For those who haven’t seen the show thanks to Comcast’s exorbitant cable fees, the hour-long crime drama concerns Dexter Morgan, played by Michael C. Hall, a blood-spatter analyst for the Miami Metro Police Department. For Dex, it’s the perfect gig, since he also moonlights as a full-fledged serial killer. Naturally, the prospect of children worshipping a mass murderer has driven the well-meaning folks at the Parents Television Council ’round the bend.
The PTC-inspired form letters began landing in Bites’ mailbox two weeks ago. “This community does not need a series that glorifies a sadistic serial killer coming into our homes.” Oddly enough, Bites shared the same view until actually viewing Dexter which, true to its buzz, is one of the best shows on television.
Think of Dex as a thoroughly modern take on Raskolnikov, the antihero in Fyodor Dostoyevsky’s existential classic Crime and Punishment, with a twist: Whereas Raskolnikov committed murder and then suffered punishment, Dexter metes out punishment by committing murder. Does it matter that all of his victims are criminal monsters in their own right? This Sunday, you make the call. Don’t miss it.
Bee gone: The financial travails of Sacramento Bee parent McClatchy Co. continue unabated. Weighted down by extensive and now worthless subprime real-estate holdings, McClatchy’s stock price dropped below $10 per share last Friday and has remained in single digits ever since. This from a high of $74.50 a scant two years ago, a decline of— hold your breath—88 percent.
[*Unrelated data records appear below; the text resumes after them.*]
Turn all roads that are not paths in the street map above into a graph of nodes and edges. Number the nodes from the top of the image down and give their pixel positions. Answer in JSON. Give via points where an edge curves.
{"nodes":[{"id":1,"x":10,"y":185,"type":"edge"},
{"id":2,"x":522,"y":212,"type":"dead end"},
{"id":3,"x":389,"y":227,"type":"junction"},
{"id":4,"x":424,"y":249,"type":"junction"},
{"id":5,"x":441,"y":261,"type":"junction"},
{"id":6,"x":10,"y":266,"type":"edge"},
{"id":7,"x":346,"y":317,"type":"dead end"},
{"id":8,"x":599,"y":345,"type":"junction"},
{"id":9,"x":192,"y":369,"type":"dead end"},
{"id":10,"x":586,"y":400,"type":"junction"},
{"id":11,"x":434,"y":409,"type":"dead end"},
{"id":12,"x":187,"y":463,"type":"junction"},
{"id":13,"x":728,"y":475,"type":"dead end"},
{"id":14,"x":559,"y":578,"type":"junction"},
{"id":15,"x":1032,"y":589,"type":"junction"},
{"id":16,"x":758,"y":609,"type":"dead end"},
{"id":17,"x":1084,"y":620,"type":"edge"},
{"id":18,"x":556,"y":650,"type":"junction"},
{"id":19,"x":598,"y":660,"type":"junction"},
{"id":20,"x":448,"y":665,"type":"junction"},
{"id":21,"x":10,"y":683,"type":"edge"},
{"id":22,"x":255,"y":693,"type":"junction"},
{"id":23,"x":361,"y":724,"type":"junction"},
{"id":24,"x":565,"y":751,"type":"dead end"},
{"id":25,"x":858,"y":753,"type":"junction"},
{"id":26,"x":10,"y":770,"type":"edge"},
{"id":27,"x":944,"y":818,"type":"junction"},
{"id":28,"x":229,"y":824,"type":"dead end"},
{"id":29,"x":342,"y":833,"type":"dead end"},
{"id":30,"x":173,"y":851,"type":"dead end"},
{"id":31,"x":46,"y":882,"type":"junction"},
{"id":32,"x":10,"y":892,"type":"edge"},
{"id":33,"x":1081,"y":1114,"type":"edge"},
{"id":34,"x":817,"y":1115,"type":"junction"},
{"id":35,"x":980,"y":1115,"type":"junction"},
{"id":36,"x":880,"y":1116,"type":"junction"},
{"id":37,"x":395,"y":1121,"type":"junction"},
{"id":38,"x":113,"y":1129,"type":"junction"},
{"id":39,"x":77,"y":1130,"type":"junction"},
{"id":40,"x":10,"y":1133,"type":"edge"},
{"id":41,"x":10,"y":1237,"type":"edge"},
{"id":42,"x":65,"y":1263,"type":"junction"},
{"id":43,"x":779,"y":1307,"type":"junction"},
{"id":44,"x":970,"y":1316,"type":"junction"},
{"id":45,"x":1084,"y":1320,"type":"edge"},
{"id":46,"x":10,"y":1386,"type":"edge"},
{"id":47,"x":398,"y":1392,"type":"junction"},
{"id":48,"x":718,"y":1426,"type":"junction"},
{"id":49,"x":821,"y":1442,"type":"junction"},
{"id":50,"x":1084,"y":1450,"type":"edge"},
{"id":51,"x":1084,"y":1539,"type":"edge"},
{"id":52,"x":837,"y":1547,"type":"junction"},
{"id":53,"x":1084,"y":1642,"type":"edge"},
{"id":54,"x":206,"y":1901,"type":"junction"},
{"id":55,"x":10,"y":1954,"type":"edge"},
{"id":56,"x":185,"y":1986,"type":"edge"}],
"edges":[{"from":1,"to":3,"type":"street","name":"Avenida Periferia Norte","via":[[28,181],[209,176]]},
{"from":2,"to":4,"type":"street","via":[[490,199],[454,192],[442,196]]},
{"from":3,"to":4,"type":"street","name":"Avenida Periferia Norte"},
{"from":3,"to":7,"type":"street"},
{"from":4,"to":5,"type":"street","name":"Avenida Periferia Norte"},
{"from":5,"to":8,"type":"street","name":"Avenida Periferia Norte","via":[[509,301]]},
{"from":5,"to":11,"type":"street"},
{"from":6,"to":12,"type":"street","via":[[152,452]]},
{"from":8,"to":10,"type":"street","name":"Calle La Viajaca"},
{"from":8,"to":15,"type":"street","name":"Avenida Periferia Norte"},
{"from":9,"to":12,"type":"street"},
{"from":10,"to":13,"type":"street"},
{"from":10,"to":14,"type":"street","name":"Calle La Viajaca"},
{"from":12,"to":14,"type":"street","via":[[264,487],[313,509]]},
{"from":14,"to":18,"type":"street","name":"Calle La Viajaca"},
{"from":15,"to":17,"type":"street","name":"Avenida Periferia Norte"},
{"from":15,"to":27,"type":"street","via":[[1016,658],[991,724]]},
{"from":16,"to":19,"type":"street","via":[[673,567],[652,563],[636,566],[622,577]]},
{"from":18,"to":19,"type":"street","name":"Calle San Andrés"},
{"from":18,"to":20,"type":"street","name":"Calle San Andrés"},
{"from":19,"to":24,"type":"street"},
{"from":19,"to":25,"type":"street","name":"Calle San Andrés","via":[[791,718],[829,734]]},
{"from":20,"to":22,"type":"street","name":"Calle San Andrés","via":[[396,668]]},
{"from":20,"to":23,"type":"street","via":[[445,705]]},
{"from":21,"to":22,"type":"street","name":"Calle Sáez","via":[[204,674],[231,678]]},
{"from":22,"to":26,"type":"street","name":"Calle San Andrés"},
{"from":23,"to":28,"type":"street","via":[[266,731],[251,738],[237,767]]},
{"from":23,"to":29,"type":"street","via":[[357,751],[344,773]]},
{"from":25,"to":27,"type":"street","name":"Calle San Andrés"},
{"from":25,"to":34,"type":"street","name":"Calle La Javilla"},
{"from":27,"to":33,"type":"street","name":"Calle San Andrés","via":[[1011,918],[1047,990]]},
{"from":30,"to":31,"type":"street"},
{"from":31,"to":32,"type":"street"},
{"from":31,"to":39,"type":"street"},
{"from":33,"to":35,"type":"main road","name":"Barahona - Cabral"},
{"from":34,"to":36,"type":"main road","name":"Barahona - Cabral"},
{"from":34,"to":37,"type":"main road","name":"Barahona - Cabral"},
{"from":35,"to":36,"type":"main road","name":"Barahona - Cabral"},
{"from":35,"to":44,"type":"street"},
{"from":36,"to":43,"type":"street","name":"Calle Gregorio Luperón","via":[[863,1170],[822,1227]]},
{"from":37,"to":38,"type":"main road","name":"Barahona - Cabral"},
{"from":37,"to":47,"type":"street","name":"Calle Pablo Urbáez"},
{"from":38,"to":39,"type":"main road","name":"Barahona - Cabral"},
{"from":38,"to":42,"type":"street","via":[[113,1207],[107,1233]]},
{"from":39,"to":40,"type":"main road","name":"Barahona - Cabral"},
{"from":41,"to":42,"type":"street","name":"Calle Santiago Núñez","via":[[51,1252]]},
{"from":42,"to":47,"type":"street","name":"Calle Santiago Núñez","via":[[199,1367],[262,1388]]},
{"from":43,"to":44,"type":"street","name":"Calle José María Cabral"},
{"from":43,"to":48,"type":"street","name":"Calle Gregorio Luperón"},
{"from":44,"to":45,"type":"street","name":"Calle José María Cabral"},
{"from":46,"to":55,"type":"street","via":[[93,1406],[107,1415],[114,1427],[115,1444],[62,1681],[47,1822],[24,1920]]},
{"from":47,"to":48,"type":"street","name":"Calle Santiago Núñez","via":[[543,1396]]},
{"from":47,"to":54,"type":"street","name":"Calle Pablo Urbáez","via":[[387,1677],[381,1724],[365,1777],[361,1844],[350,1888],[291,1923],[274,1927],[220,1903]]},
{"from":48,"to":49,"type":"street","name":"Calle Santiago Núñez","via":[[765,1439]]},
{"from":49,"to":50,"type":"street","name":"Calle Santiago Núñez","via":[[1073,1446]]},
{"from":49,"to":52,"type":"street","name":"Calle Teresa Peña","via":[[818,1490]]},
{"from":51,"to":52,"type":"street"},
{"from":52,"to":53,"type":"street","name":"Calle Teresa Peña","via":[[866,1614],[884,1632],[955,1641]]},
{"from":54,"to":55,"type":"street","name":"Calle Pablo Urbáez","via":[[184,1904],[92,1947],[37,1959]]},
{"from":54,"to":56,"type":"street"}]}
The news in Beeland is not all bad. Former executive editor Rick Rodriguez has landed a teaching gig at Arizona State University, where he’ll specialize in immigration issues at the Walter Cronkite School of Journalism and Mass Communications. Bites thinks it’s fabulous that Rodriguez will now be associated with Cronkite, once considered “the most trusted man in America.”
Apparently, new Bee executive editor Melanie Sill doesn’t share Bites’ joy for her esteemed former colleague. The Rodriguez story was buried out of sight and out of mind on page D3 of the business section.